◆ **What the task requires**: Count the lines in the records below that contain the word "nodes", and give only that count.

◆ **Recorded data**:
--- START ---
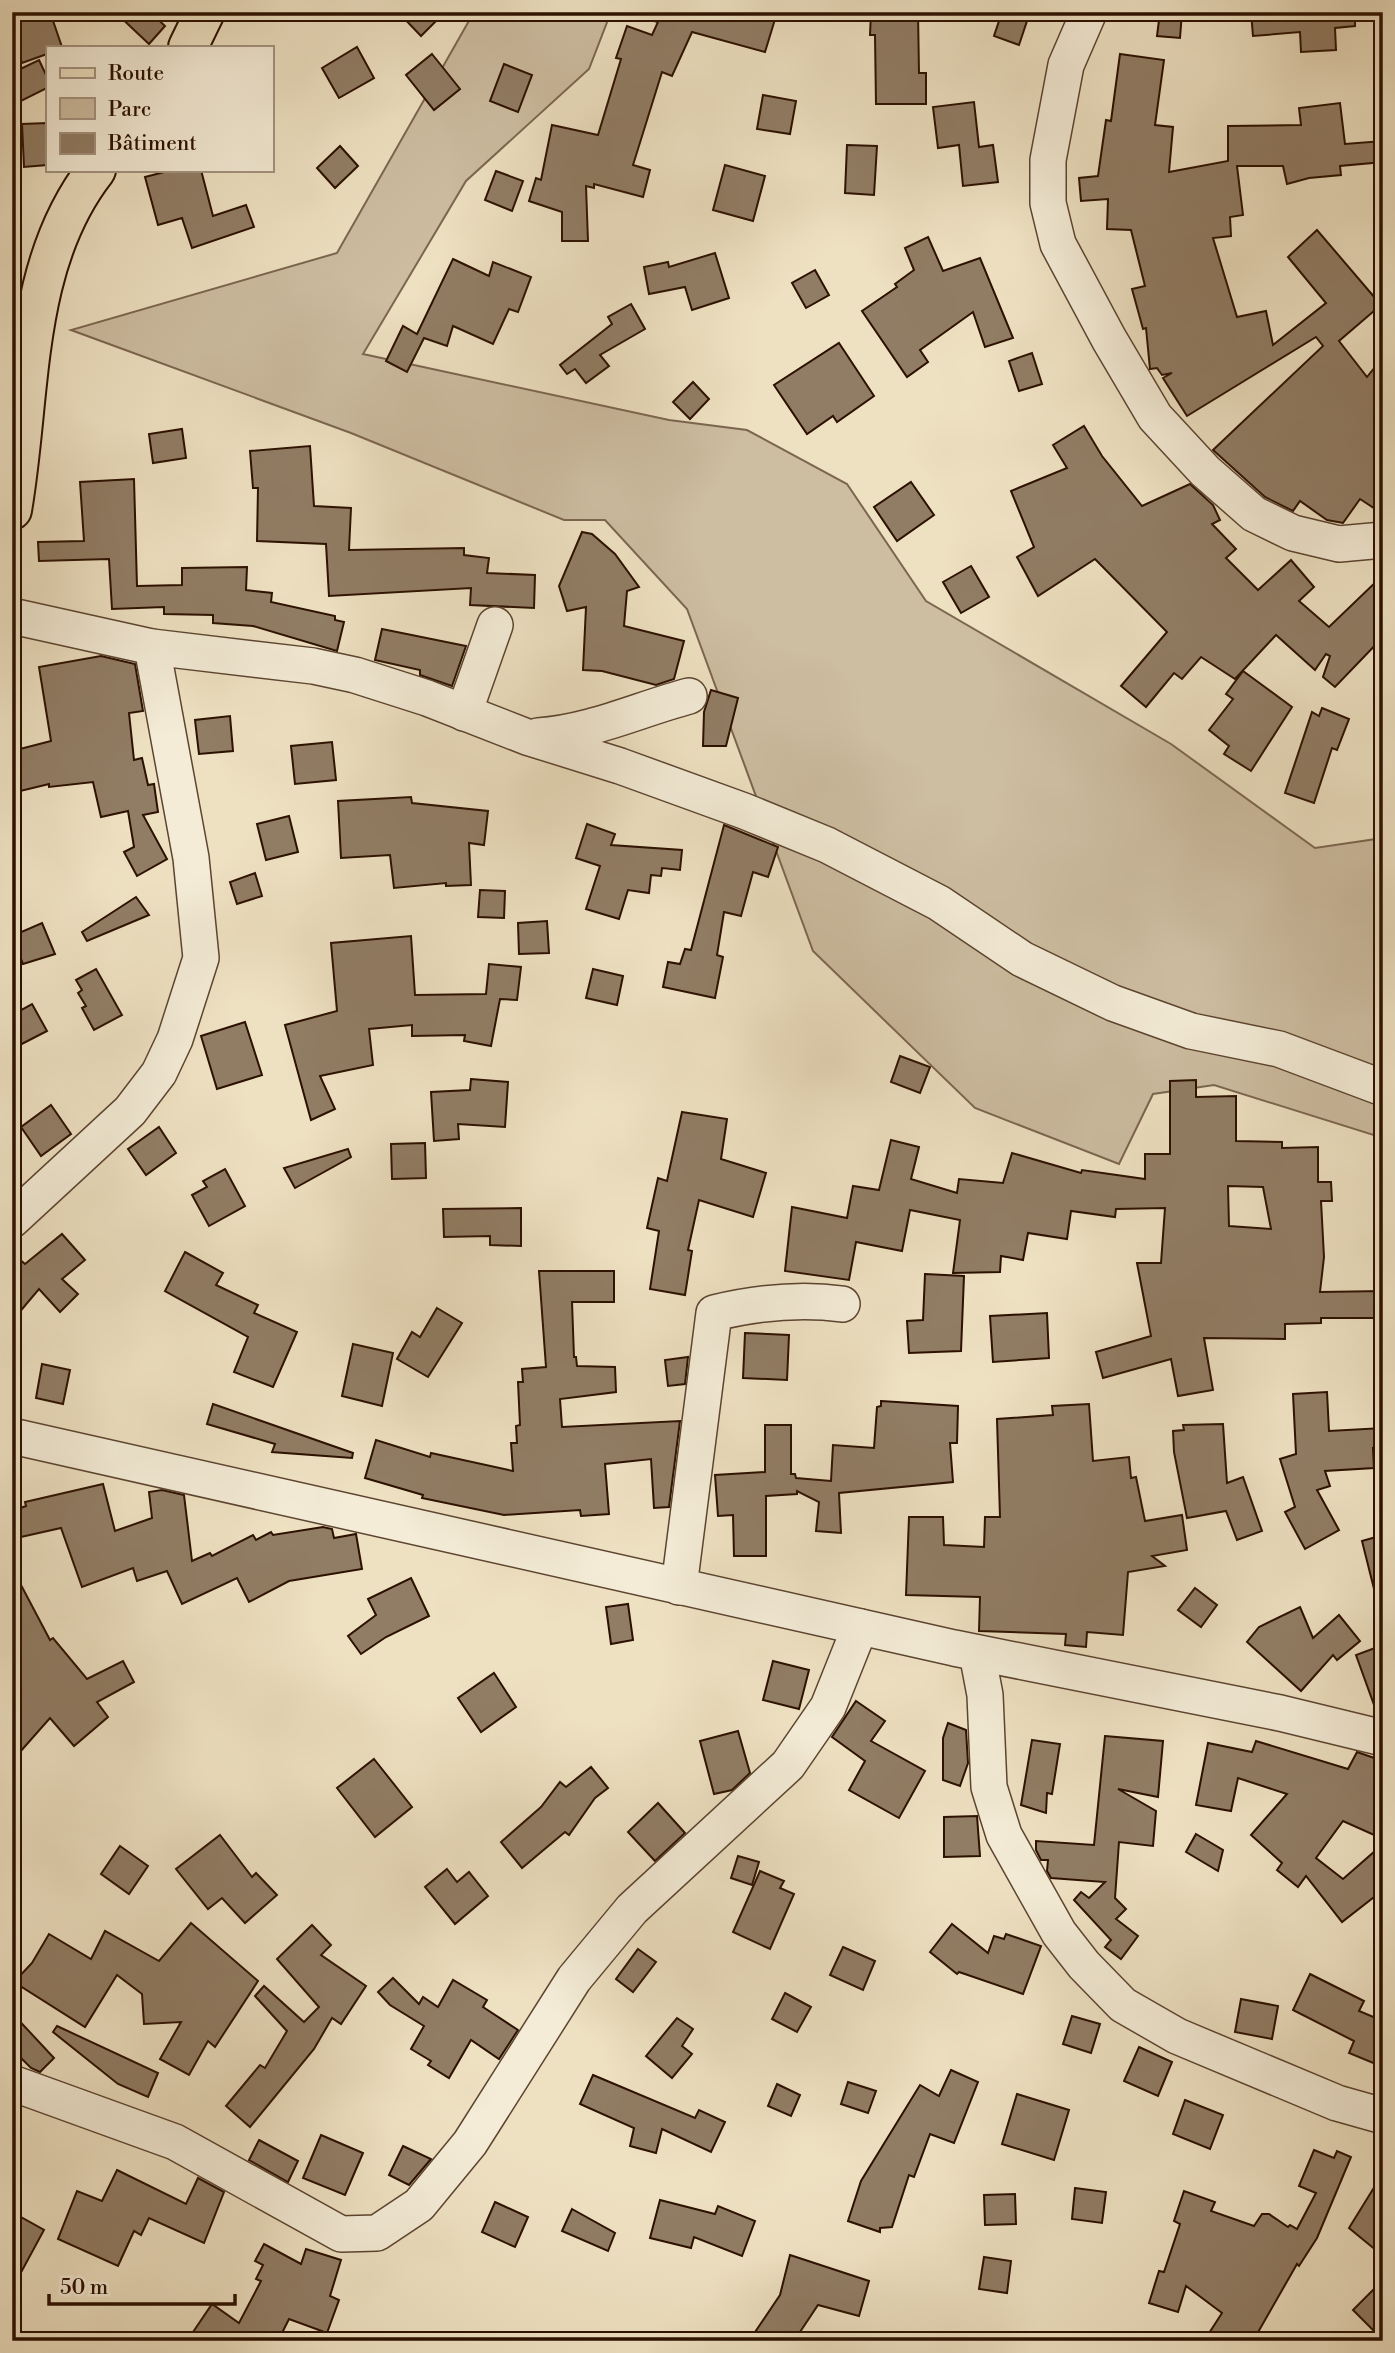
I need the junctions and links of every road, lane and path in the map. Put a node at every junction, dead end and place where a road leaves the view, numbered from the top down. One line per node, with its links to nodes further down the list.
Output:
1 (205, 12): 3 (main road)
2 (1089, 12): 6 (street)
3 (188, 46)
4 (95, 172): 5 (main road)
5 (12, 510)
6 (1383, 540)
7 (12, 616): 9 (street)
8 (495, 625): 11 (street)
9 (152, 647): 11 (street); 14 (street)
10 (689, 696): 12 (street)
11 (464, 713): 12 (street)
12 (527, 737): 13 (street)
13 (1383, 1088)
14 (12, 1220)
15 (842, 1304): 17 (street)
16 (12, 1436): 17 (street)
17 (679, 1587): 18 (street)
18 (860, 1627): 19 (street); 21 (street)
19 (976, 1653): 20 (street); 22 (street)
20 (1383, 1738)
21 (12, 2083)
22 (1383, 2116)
--- END ---
--- START ---
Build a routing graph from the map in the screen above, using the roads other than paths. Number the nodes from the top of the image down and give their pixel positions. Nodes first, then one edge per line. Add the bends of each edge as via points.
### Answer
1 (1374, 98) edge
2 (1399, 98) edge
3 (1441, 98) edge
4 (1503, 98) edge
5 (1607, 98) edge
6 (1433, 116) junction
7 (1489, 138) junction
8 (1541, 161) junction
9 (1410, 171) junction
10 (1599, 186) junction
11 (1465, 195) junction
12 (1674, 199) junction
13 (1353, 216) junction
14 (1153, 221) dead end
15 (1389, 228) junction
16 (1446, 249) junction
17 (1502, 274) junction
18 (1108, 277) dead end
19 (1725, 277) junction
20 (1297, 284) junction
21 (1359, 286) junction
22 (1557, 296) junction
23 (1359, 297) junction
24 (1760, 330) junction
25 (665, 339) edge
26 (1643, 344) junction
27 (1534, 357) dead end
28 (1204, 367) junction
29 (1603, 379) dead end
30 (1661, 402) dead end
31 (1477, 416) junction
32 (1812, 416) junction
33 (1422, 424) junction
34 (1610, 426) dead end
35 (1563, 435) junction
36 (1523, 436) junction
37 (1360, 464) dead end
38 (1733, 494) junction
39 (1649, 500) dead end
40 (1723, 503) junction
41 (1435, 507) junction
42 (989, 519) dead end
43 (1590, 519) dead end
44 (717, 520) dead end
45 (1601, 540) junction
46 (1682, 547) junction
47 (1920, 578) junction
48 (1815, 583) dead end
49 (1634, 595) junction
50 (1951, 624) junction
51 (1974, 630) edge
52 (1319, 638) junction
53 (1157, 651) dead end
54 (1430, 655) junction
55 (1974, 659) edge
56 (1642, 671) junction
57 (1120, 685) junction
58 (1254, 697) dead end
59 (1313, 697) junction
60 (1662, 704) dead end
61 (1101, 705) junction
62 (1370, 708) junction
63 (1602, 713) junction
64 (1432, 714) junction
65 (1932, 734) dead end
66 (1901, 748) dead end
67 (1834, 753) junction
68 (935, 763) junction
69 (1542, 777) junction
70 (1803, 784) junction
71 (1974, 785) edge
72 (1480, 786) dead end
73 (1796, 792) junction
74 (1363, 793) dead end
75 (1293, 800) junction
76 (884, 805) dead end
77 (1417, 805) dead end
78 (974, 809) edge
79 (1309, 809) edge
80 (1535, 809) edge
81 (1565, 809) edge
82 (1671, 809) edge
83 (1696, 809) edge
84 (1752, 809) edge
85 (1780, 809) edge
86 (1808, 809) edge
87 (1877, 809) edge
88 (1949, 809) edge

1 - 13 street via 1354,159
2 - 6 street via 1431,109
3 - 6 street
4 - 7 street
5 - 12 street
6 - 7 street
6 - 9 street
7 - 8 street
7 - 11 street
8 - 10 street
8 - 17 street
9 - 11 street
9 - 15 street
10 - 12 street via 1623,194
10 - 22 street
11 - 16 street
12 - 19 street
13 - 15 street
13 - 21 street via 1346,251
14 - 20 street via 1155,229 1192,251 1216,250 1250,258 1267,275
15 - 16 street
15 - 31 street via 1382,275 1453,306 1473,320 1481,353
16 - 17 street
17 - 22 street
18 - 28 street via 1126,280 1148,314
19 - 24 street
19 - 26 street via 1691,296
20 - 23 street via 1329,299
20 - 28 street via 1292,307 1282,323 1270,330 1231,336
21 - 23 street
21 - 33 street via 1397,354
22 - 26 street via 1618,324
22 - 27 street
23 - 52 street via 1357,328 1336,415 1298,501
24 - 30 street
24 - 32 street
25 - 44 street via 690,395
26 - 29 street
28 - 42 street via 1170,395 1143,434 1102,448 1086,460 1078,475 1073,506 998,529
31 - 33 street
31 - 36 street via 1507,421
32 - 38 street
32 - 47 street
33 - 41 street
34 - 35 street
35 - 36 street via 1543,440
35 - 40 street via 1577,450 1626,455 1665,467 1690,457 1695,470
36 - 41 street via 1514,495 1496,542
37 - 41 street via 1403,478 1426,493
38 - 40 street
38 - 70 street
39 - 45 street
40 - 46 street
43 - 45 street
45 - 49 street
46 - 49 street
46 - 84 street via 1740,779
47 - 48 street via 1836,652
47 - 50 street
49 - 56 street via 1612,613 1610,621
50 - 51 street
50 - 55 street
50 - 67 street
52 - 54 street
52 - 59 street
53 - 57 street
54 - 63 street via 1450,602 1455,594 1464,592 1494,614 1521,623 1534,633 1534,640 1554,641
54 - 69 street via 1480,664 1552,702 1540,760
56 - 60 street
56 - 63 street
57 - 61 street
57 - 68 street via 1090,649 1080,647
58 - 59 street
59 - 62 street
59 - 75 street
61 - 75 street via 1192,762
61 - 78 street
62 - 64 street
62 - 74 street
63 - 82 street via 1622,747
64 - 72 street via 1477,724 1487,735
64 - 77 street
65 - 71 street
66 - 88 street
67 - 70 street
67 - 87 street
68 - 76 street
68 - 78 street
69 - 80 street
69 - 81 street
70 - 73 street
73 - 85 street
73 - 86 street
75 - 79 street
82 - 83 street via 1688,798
--- END ---
◆ **Response**: 2